Problem requirements:
Every record below is to be retyped exactly, with any pictures left out.

◇ ◇ ◇

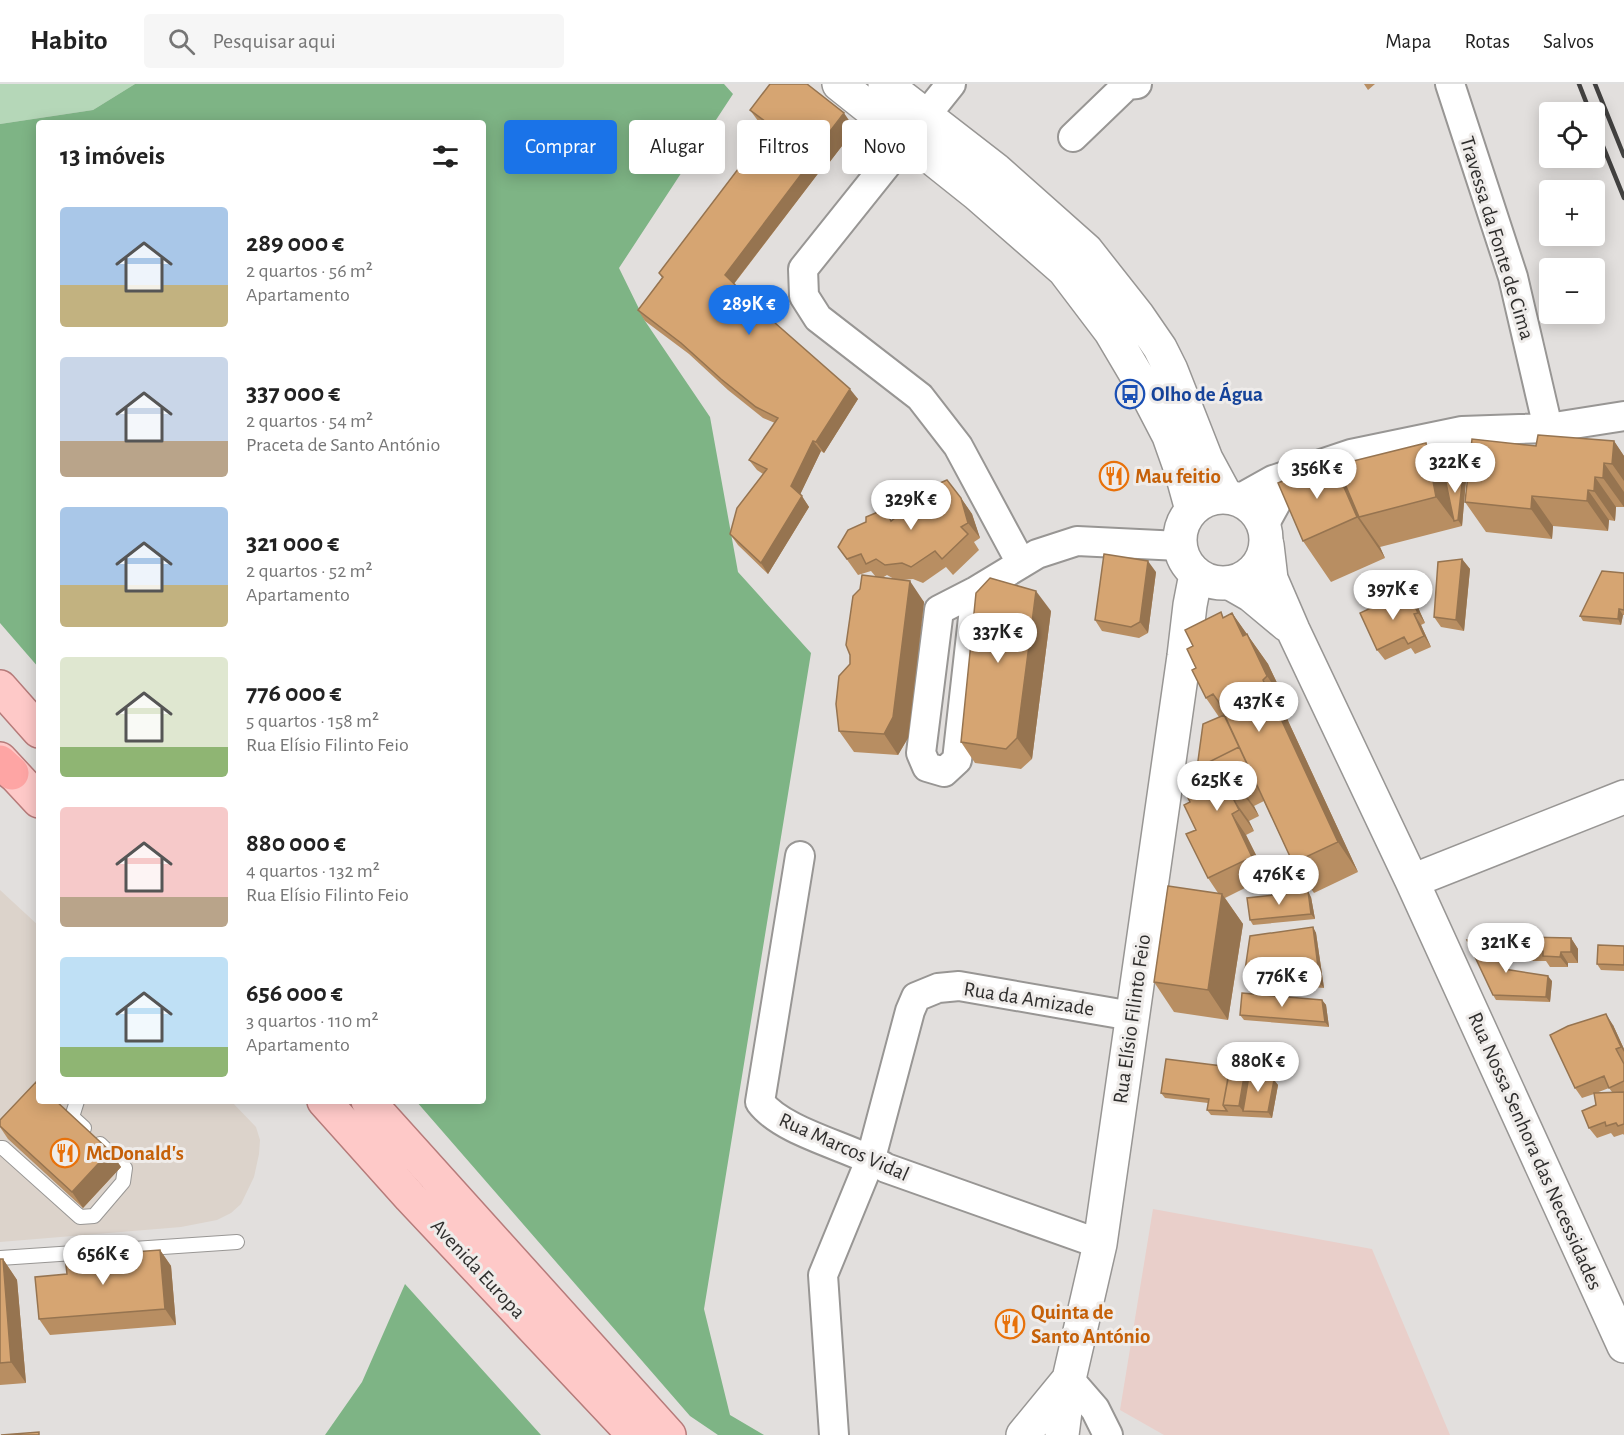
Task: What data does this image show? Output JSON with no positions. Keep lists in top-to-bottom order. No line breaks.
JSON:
{"streets":{"main road":["Rua Elísio Filinto Feio","Rua Nossa Senhora das Necessidades","Avenida Europa"],"street":["Travessa da Fonte de Cima","Rua da Amizade","Rua Marcos Vidal"]},"crossings":[["Rua da Amizade","Rua Elísio Filinto Feio"],["Rua da Amizade","Rua Marcos Vidal"],["Rua Elísio Filinto Feio","Rua Marcos Vidal"],["Rua Elísio Filinto Feio","Rua Nossa Senhora das Necessidades"]],"places":{"bus stop":["Olho de Água"],"restaurant":["Mau feitio","McDonald's","Quinta de Santo António"]},"page":{"header":"Habito","search":"Pesquisar aqui","nav":["Mapa","Rotas","Salvos"],"map_buttons":["+","−"],"chip":["Comprar","Alugar","Filtros","Novo"],"heading":"13 imóveis","list":[{"name":"289 000 €","note":"2 quartos · 56 m² · Apartamento"},{"name":"337 000 €","note":"2 quartos · 54 m² · Praceta de Santo António"},{"name":"321 000 €","note":"2 quartos · 52 m² · Apartamento"},{"name":"776 000 €","note":"5 quartos · 158 m² · Rua Elísio Filinto Feio"},{"name":"880 000 €","note":"4 quartos · 132 m² · Rua Elísio Filinto Feio"},{"name":"656 000 €","note":"3 quartos · 110 m² · Apartamento"}],"price":["289K €","322K €","356K €","329K €","397K €","337K €","437K €","625K €","476K €","321K €","776K €","880K €","656K €"]}}
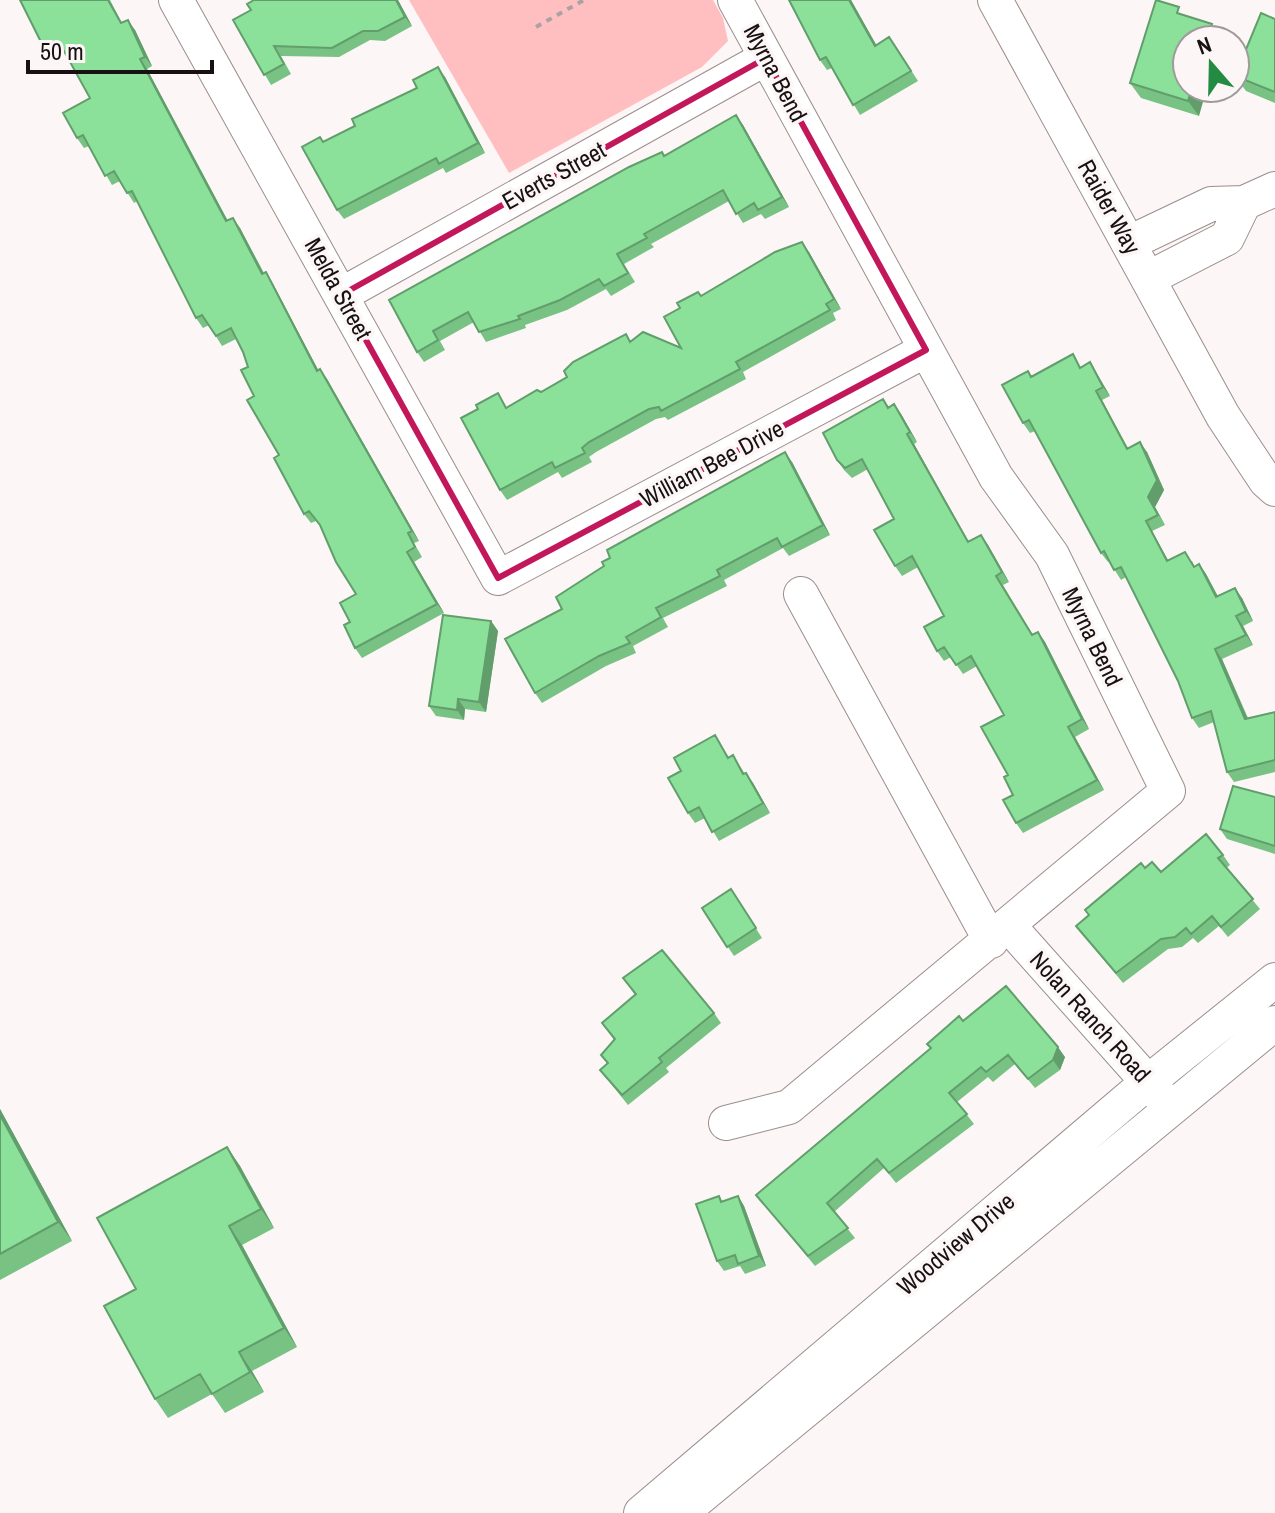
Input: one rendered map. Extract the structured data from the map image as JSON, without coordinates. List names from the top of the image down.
{
  "streets": {
    "street": [
      "Myrna Bend",
      "Everts Street",
      "Raider Way",
      "Melda Street",
      "William Bee Drive",
      "Nolan Ranch Road",
      "Woodview Drive"
    ]
  },
  "crossings": [
    ["Myrna Bend", "Everts Street"],
    ["Myrna Bend", "William Bee Drive"],
    ["Myrna Bend", "Nolan Ranch Road"],
    ["Everts Street", "Melda Street"],
    ["Melda Street", "William Bee Drive"],
    ["Nolan Ranch Road", "Woodview Drive"]
  ],
  "scale_bar": "50 m",
  "north": "top"
}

◇ ◇ ◇

Result of this exercise:
Task: What data does this image show? Output JSON with no positions. Keep lists in top-to-bottom order. No line breaks.
JSON:
{"streets":{"main road":["Rua Elísio Filinto Feio","Rua Nossa Senhora das Necessidades","Avenida Europa"],"street":["Travessa da Fonte de Cima","Rua da Amizade","Rua Marcos Vidal"]},"crossings":[["Rua da Amizade","Rua Elísio Filinto Feio"],["Rua da Amizade","Rua Marcos Vidal"],["Rua Elísio Filinto Feio","Rua Marcos Vidal"],["Rua Elísio Filinto Feio","Rua Nossa Senhora das Necessidades"]],"places":{"bus stop":["Olho de Água"],"restaurant":["Mau feitio","McDonald's","Quinta de Santo António"]},"page":{"header":"Habito","search":"Pesquisar aqui","nav":["Mapa","Rotas","Salvos"],"map_buttons":["+","−"],"chip":["Comprar","Alugar","Filtros","Novo"],"heading":"13 imóveis","list":[{"name":"289 000 €","note":"2 quartos · 56 m² · Apartamento"},{"name":"337 000 €","note":"2 quartos · 54 m² · Praceta de Santo António"},{"name":"321 000 €","note":"2 quartos · 52 m² · Apartamento"},{"name":"776 000 €","note":"5 quartos · 158 m² · Rua Elísio Filinto Feio"},{"name":"880 000 €","note":"4 quartos · 132 m² · Rua Elísio Filinto Feio"},{"name":"656 000 €","note":"3 quartos · 110 m² · Apartamento"}],"price":["289K €","322K €","356K €","329K €","397K €","337K €","437K €","625K €","476K €","321K €","776K €","880K €","656K €"]}}
Input: one rendered map. Extract the structured data from the map image as JSON, without coordinates. List names from the top of the image down.
{
  "streets": {
    "street": [
      "Myrna Bend",
      "Everts Street",
      "Raider Way",
      "Melda Street",
      "William Bee Drive",
      "Nolan Ranch Road",
      "Woodview Drive"
    ]
  },
  "crossings": [
    ["Myrna Bend", "Everts Street"],
    ["Myrna Bend", "William Bee Drive"],
    ["Myrna Bend", "Nolan Ranch Road"],
    ["Everts Street", "Melda Street"],
    ["Melda Street", "William Bee Drive"],
    ["Nolan Ranch Road", "Woodview Drive"]
  ],
  "scale_bar": "50 m",
  "north": "top"
}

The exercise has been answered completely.